Could you transcribe the material below exactly, without leaving out a single line?
------------------------------------------------
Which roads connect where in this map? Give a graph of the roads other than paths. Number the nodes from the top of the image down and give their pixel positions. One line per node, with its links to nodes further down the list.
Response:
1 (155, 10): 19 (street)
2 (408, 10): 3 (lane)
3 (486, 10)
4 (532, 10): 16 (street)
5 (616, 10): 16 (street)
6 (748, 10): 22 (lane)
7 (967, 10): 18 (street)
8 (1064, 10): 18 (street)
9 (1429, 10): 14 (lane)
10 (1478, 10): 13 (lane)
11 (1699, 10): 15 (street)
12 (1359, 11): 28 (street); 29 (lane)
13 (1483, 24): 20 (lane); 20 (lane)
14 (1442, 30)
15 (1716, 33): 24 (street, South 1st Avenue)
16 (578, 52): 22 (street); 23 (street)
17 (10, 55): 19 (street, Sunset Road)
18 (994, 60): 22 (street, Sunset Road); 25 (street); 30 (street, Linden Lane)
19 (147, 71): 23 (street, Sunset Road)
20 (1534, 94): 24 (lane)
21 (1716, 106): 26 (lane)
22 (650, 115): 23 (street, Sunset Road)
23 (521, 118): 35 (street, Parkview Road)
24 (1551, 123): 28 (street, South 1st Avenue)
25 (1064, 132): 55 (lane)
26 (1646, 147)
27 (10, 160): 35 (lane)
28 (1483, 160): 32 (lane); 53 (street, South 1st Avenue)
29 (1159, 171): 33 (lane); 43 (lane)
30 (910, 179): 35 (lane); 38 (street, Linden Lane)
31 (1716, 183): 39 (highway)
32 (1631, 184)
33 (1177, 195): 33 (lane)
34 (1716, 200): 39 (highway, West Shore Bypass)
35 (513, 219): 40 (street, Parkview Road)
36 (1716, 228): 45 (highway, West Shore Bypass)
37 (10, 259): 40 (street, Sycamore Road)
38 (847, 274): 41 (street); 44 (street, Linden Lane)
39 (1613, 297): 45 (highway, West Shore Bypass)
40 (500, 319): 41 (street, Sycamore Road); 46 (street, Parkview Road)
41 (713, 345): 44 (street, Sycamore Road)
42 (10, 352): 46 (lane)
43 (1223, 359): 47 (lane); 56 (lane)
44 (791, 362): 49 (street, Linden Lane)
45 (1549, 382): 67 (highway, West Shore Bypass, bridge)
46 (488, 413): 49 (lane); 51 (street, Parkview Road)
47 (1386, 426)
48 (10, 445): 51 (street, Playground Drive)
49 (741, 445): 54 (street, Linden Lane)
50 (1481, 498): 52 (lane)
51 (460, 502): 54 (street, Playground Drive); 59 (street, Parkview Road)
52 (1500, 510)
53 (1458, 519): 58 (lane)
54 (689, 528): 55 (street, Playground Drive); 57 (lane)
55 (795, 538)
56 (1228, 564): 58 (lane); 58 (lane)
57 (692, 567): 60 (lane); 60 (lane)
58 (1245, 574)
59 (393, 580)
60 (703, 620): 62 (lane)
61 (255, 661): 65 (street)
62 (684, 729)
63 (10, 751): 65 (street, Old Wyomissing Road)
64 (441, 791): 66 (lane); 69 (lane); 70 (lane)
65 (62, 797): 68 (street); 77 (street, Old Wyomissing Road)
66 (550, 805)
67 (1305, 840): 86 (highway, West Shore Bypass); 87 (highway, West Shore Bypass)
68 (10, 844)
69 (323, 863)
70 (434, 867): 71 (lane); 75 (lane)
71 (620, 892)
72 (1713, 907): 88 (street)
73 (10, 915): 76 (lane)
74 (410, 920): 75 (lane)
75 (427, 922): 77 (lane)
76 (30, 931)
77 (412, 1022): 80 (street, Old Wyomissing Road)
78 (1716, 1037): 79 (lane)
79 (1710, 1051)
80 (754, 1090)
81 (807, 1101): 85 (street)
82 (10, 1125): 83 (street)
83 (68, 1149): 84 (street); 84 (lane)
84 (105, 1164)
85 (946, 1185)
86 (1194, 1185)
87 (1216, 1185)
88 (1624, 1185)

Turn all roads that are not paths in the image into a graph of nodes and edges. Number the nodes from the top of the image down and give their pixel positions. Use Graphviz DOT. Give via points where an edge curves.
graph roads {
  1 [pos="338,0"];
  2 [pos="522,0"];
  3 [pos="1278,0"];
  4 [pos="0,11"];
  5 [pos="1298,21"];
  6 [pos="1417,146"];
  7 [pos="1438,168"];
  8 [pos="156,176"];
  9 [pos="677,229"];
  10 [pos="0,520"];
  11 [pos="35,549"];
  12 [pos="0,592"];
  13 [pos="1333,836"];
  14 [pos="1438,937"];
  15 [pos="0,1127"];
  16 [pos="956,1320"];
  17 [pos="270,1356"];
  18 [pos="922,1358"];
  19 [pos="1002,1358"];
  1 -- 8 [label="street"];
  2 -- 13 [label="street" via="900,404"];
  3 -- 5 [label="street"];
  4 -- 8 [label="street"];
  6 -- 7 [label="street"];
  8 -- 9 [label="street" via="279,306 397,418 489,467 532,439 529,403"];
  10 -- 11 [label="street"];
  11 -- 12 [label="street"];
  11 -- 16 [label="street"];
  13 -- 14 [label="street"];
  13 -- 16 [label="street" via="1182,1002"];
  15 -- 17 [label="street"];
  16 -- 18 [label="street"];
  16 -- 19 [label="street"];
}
------------------------------------------------
> **Response to the task**:
Which roads connect where in this map? Give a graph of the roads other than paths. Number the nodes from the top of the image down and give their pixel positions. One line per node, with its links to nodes further down the list.
Response:
1 (155, 10): 19 (street)
2 (408, 10): 3 (lane)
3 (486, 10)
4 (532, 10): 16 (street)
5 (616, 10): 16 (street)
6 (748, 10): 22 (lane)
7 (967, 10): 18 (street)
8 (1064, 10): 18 (street)
9 (1429, 10): 14 (lane)
10 (1478, 10): 13 (lane)
11 (1699, 10): 15 (street)
12 (1359, 11): 28 (street); 29 (lane)
13 (1483, 24): 20 (lane); 20 (lane)
14 (1442, 30)
15 (1716, 33): 24 (street, South 1st Avenue)
16 (578, 52): 22 (street); 23 (street)
17 (10, 55): 19 (street, Sunset Road)
18 (994, 60): 22 (street, Sunset Road); 25 (street); 30 (street, Linden Lane)
19 (147, 71): 23 (street, Sunset Road)
20 (1534, 94): 24 (lane)
21 (1716, 106): 26 (lane)
22 (650, 115): 23 (street, Sunset Road)
23 (521, 118): 35 (street, Parkview Road)
24 (1551, 123): 28 (street, South 1st Avenue)
25 (1064, 132): 55 (lane)
26 (1646, 147)
27 (10, 160): 35 (lane)
28 (1483, 160): 32 (lane); 53 (street, South 1st Avenue)
29 (1159, 171): 33 (lane); 43 (lane)
30 (910, 179): 35 (lane); 38 (street, Linden Lane)
31 (1716, 183): 39 (highway)
32 (1631, 184)
33 (1177, 195): 33 (lane)
34 (1716, 200): 39 (highway, West Shore Bypass)
35 (513, 219): 40 (street, Parkview Road)
36 (1716, 228): 45 (highway, West Shore Bypass)
37 (10, 259): 40 (street, Sycamore Road)
38 (847, 274): 41 (street); 44 (street, Linden Lane)
39 (1613, 297): 45 (highway, West Shore Bypass)
40 (500, 319): 41 (street, Sycamore Road); 46 (street, Parkview Road)
41 (713, 345): 44 (street, Sycamore Road)
42 (10, 352): 46 (lane)
43 (1223, 359): 47 (lane); 56 (lane)
44 (791, 362): 49 (street, Linden Lane)
45 (1549, 382): 67 (highway, West Shore Bypass, bridge)
46 (488, 413): 49 (lane); 51 (street, Parkview Road)
47 (1386, 426)
48 (10, 445): 51 (street, Playground Drive)
49 (741, 445): 54 (street, Linden Lane)
50 (1481, 498): 52 (lane)
51 (460, 502): 54 (street, Playground Drive); 59 (street, Parkview Road)
52 (1500, 510)
53 (1458, 519): 58 (lane)
54 (689, 528): 55 (street, Playground Drive); 57 (lane)
55 (795, 538)
56 (1228, 564): 58 (lane); 58 (lane)
57 (692, 567): 60 (lane); 60 (lane)
58 (1245, 574)
59 (393, 580)
60 (703, 620): 62 (lane)
61 (255, 661): 65 (street)
62 (684, 729)
63 (10, 751): 65 (street, Old Wyomissing Road)
64 (441, 791): 66 (lane); 69 (lane); 70 (lane)
65 (62, 797): 68 (street); 77 (street, Old Wyomissing Road)
66 (550, 805)
67 (1305, 840): 86 (highway, West Shore Bypass); 87 (highway, West Shore Bypass)
68 (10, 844)
69 (323, 863)
70 (434, 867): 71 (lane); 75 (lane)
71 (620, 892)
72 (1713, 907): 88 (street)
73 (10, 915): 76 (lane)
74 (410, 920): 75 (lane)
75 (427, 922): 77 (lane)
76 (30, 931)
77 (412, 1022): 80 (street, Old Wyomissing Road)
78 (1716, 1037): 79 (lane)
79 (1710, 1051)
80 (754, 1090)
81 (807, 1101): 85 (street)
82 (10, 1125): 83 (street)
83 (68, 1149): 84 (street); 84 (lane)
84 (105, 1164)
85 (946, 1185)
86 (1194, 1185)
87 (1216, 1185)
88 (1624, 1185)

Turn all roads that are not paths in the image into a graph of nodes and edges. Number the nodes from the top of the image down and give their pixel positions. Use Graphviz DOT. Give via points where an edge curves.
graph roads {
  1 [pos="338,0"];
  2 [pos="522,0"];
  3 [pos="1278,0"];
  4 [pos="0,11"];
  5 [pos="1298,21"];
  6 [pos="1417,146"];
  7 [pos="1438,168"];
  8 [pos="156,176"];
  9 [pos="677,229"];
  10 [pos="0,520"];
  11 [pos="35,549"];
  12 [pos="0,592"];
  13 [pos="1333,836"];
  14 [pos="1438,937"];
  15 [pos="0,1127"];
  16 [pos="956,1320"];
  17 [pos="270,1356"];
  18 [pos="922,1358"];
  19 [pos="1002,1358"];
  1 -- 8 [label="street"];
  2 -- 13 [label="street" via="900,404"];
  3 -- 5 [label="street"];
  4 -- 8 [label="street"];
  6 -- 7 [label="street"];
  8 -- 9 [label="street" via="279,306 397,418 489,467 532,439 529,403"];
  10 -- 11 [label="street"];
  11 -- 12 [label="street"];
  11 -- 16 [label="street"];
  13 -- 14 [label="street"];
  13 -- 16 [label="street" via="1182,1002"];
  15 -- 17 [label="street"];
  16 -- 18 [label="street"];
  16 -- 19 [label="street"];
}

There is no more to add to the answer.